Interaction between neurokinin A, VIP, prostanoids, and enteric nerves in regulation of duodenal function.

Neurokinin A (NKA) induces duodenal motility and increases mucosal permeability and bicarbonate secretion in the in situ perfused duodenum in anesthetized rats. In the present study, the NKA-induced increase in mucosal permeability was potentiated by luminal perfusion with lidocaine and diminished by vasoactive intestinal peptide (VIP) but unaltered by elevated intraluminal pressure. Elevation of intraluminal pressure, however, potentiated the stimulatory effect of NKA on bicarbonate secretion. In contrast, the tachykinin decreased the rate of alkalinization in rats subjected to elevated intraluminal pressure and treated with indomethacin.
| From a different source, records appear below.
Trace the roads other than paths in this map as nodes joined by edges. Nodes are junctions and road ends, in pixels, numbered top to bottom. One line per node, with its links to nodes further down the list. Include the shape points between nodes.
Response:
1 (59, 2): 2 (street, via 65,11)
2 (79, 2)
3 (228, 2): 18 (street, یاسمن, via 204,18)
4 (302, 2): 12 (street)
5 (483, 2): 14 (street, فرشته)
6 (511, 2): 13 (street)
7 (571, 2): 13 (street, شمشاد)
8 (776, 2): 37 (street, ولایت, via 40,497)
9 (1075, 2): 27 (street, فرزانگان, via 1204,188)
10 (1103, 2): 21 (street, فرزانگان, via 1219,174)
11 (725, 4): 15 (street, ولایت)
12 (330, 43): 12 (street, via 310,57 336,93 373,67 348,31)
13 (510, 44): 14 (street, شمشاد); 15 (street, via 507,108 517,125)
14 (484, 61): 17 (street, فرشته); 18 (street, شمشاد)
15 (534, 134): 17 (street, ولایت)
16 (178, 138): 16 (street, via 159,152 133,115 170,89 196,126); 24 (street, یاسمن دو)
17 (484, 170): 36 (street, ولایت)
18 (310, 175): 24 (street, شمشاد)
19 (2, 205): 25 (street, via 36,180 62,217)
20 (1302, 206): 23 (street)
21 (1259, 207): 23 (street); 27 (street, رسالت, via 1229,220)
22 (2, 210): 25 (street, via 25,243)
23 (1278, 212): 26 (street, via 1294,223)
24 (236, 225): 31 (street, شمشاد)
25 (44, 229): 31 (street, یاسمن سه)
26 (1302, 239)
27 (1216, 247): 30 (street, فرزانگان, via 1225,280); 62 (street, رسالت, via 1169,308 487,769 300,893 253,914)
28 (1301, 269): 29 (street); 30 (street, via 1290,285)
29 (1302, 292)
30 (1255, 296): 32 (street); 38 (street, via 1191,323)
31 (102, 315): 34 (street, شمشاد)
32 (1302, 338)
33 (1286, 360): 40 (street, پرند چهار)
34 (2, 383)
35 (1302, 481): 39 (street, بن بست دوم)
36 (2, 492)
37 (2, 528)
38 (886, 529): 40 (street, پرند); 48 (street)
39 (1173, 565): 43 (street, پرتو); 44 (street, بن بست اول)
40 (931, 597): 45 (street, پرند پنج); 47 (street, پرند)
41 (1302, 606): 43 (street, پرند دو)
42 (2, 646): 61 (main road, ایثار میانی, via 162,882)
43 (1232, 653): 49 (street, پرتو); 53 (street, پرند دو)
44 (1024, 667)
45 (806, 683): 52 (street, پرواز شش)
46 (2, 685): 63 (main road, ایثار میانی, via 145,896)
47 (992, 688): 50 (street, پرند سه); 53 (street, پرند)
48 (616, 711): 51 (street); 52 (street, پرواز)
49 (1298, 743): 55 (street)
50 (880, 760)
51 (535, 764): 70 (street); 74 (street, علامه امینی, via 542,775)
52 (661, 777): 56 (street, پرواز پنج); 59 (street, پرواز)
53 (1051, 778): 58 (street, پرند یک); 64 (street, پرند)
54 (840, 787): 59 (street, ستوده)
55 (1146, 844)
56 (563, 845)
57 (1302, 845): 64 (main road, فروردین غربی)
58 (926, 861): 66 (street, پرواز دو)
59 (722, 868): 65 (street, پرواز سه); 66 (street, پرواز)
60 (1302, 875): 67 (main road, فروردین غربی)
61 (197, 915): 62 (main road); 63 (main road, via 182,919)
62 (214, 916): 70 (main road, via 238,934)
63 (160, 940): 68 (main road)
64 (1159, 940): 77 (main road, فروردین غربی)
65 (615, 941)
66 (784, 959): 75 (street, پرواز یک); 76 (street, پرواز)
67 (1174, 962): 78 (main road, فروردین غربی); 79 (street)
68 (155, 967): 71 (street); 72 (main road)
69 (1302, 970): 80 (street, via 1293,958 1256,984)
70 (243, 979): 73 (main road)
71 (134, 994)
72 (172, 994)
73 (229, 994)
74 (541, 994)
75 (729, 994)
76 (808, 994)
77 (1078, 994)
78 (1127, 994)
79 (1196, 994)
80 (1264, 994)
Similarly, NKA partially inhibited the VIP-stimulated bicarbonate secretion. Luminal lidocaine did not affect the secretory response to NKA. The motility induced by NKA was unaffected by VIP or lidocaine but decreased by elevated intraluminal pressure. It is concluded that the NKA-induced increase in duodenal mucosal bicarbonate secretion is independent of neurons and possibly mediated by prostanoids. The increase in mucosal permeability in response to NKA may be suppressed by mucosal nerves, perhaps utilizing VIP as one of the transmitters.